-- What to produce --
Repeat exactly the lines running from the first line of the data to the line containing "index tip: (353, 130)", both ends included, and nothing else; drop the pictures.

-- Data for analysis --
····················

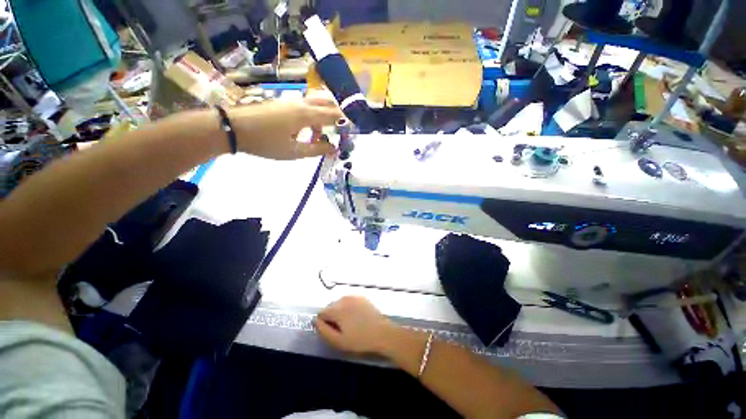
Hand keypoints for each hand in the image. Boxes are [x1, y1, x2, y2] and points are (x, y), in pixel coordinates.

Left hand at [229, 97, 343, 159]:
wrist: (234, 128)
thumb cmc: (265, 142)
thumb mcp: (294, 152)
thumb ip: (317, 149)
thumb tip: (334, 148)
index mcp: (306, 115)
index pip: (333, 114)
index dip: (345, 122)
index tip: (353, 130)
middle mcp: (301, 103)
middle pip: (327, 101)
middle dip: (337, 113)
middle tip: (340, 130)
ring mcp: (292, 101)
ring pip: (316, 102)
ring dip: (324, 116)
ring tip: (320, 136)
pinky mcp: (284, 103)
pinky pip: (306, 105)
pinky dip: (313, 116)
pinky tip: (307, 131)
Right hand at [314, 296, 394, 354]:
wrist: (382, 332)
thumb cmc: (360, 340)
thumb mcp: (338, 341)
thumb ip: (324, 331)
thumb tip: (316, 321)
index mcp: (337, 308)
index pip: (321, 313)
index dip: (324, 323)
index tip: (332, 332)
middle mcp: (344, 298)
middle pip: (331, 307)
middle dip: (332, 316)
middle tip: (342, 329)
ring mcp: (354, 296)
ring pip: (340, 303)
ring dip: (341, 311)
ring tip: (350, 324)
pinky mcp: (362, 297)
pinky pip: (350, 301)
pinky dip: (349, 308)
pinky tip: (357, 318)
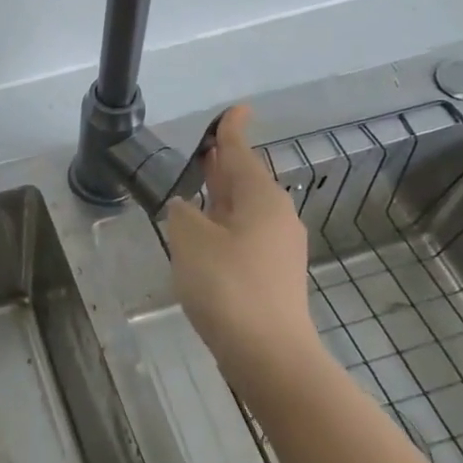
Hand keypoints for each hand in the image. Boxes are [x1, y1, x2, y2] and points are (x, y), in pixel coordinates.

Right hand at [162, 105, 321, 395]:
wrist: (268, 353)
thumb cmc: (227, 286)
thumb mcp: (191, 241)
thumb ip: (183, 215)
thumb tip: (186, 208)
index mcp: (261, 199)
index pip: (241, 153)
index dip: (232, 131)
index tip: (237, 109)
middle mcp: (276, 217)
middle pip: (247, 180)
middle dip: (226, 164)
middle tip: (209, 148)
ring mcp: (278, 248)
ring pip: (246, 210)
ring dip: (223, 197)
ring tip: (200, 187)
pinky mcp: (273, 275)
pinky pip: (246, 235)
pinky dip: (225, 225)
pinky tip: (207, 235)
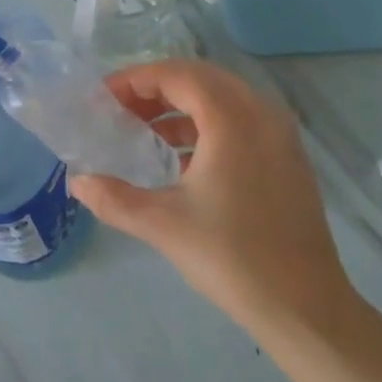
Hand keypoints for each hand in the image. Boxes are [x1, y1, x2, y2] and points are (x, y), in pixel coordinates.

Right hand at [68, 59, 363, 333]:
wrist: (304, 306)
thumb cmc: (231, 257)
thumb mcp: (163, 224)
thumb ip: (113, 198)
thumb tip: (76, 182)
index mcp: (232, 119)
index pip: (177, 75)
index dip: (135, 80)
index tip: (103, 98)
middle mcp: (261, 114)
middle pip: (200, 79)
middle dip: (155, 88)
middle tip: (119, 110)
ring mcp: (280, 135)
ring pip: (222, 98)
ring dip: (180, 107)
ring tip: (143, 132)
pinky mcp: (287, 157)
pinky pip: (240, 120)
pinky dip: (206, 125)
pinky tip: (180, 159)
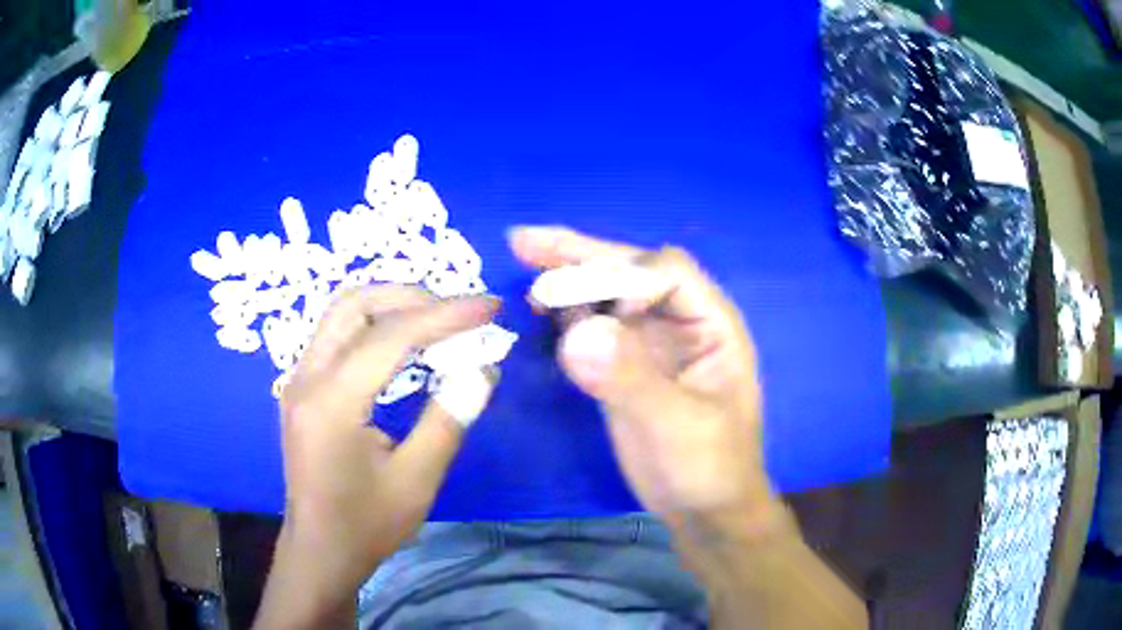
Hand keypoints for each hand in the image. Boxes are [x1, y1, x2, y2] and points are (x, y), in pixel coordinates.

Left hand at [268, 287, 497, 611]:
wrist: (319, 550)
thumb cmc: (366, 525)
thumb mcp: (417, 480)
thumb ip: (448, 419)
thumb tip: (484, 367)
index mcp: (331, 402)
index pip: (390, 335)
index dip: (445, 315)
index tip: (489, 307)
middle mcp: (306, 377)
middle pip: (354, 304)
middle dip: (412, 297)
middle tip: (459, 314)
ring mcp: (298, 380)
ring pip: (341, 313)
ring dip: (391, 306)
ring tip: (437, 321)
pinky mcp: (302, 388)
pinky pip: (336, 335)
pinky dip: (373, 325)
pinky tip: (402, 345)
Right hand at [510, 226, 774, 529]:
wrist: (705, 511)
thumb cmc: (708, 469)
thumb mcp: (676, 427)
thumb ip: (630, 379)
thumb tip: (575, 331)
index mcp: (711, 324)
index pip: (668, 272)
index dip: (626, 279)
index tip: (590, 312)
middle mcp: (681, 323)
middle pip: (631, 271)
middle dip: (581, 256)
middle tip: (524, 242)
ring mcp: (652, 344)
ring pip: (608, 296)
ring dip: (569, 279)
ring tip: (524, 266)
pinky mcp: (628, 366)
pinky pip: (596, 328)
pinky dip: (568, 315)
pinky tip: (541, 311)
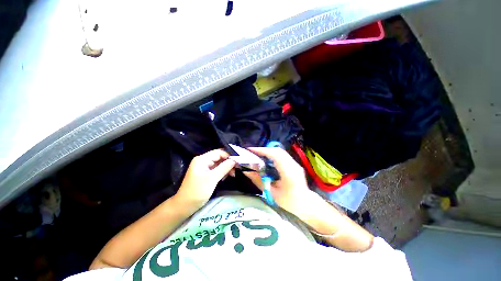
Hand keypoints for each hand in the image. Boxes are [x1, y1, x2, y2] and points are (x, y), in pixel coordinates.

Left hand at [174, 149, 235, 209]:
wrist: (185, 206)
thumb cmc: (198, 191)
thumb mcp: (212, 179)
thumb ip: (224, 168)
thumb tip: (234, 160)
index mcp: (202, 159)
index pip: (218, 152)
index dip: (228, 155)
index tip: (238, 161)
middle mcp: (203, 161)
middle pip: (219, 157)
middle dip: (228, 162)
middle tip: (237, 169)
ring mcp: (204, 167)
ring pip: (218, 163)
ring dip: (226, 168)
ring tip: (233, 174)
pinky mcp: (205, 173)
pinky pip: (216, 169)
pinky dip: (222, 172)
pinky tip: (226, 177)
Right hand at [243, 147, 315, 214]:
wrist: (307, 205)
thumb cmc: (289, 203)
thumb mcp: (271, 194)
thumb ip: (259, 181)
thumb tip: (246, 171)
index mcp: (289, 173)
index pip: (276, 155)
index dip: (262, 150)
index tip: (250, 150)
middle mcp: (293, 165)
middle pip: (277, 151)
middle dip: (263, 150)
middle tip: (251, 153)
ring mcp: (295, 163)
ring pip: (280, 152)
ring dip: (267, 151)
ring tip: (256, 155)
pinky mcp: (294, 164)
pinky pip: (281, 155)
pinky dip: (272, 155)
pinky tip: (266, 159)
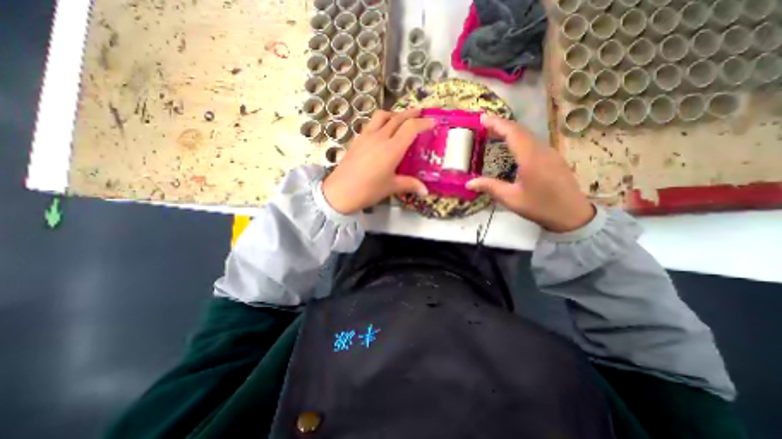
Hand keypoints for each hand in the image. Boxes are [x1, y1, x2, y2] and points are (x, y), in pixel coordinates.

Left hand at [323, 108, 433, 213]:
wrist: (339, 192)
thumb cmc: (368, 190)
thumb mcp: (391, 187)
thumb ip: (410, 185)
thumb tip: (425, 191)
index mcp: (392, 149)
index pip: (410, 128)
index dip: (423, 122)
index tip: (432, 121)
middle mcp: (379, 137)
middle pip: (397, 118)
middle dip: (410, 113)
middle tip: (419, 112)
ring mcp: (365, 137)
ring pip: (381, 116)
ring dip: (393, 114)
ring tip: (399, 118)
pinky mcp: (356, 140)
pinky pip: (370, 124)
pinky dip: (380, 122)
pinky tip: (381, 131)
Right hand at [463, 115, 593, 232]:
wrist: (572, 215)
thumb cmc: (540, 206)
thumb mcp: (511, 199)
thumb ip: (490, 187)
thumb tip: (469, 183)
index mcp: (531, 158)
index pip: (513, 133)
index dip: (497, 123)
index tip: (483, 118)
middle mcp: (541, 150)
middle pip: (521, 130)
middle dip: (502, 125)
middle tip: (485, 124)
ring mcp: (550, 153)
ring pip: (528, 135)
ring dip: (511, 131)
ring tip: (495, 133)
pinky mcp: (553, 158)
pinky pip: (533, 142)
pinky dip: (519, 138)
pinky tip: (512, 146)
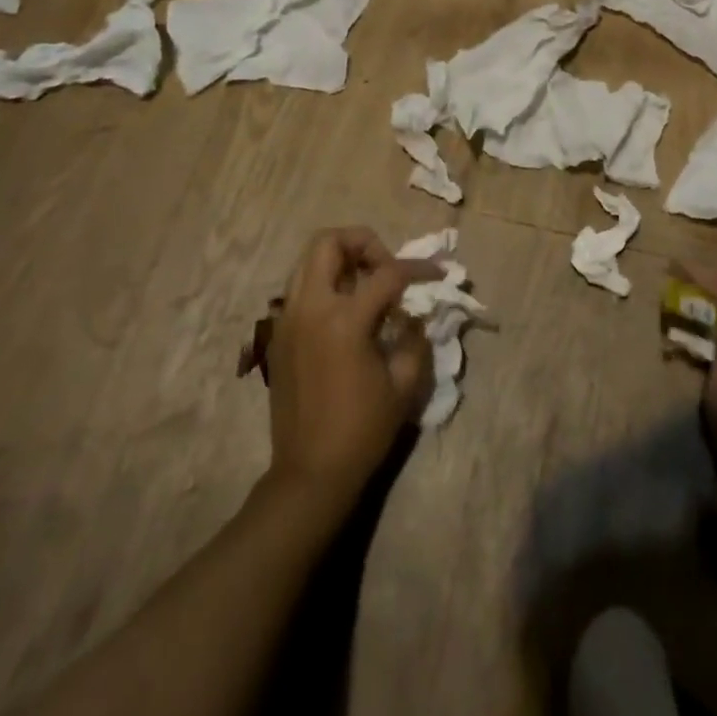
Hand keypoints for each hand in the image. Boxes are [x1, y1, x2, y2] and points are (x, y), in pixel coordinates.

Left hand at [265, 228, 434, 514]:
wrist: (310, 473)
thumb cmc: (362, 431)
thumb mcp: (404, 384)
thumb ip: (414, 337)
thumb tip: (411, 313)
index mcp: (344, 320)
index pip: (387, 273)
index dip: (418, 268)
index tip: (438, 274)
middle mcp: (310, 308)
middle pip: (329, 242)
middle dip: (363, 242)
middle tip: (385, 268)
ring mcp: (288, 319)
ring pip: (308, 260)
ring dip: (341, 259)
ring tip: (367, 285)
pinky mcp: (278, 334)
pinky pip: (300, 287)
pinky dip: (325, 283)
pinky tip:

····················

-- Worked solution --
Hand keypoints for each hand in the image. Boxes are [x1, y1, x2, y2] and points are (x, y), in pixel coordinates.

Left hand at [229, 97, 343, 159]:
wrist: (234, 128)
thumb cmc: (265, 142)
thumb mcp: (294, 152)
thumb ip: (317, 149)
thumb tip: (334, 148)
index mcp: (306, 115)
index pip: (333, 114)
index dip: (345, 122)
index tip: (353, 130)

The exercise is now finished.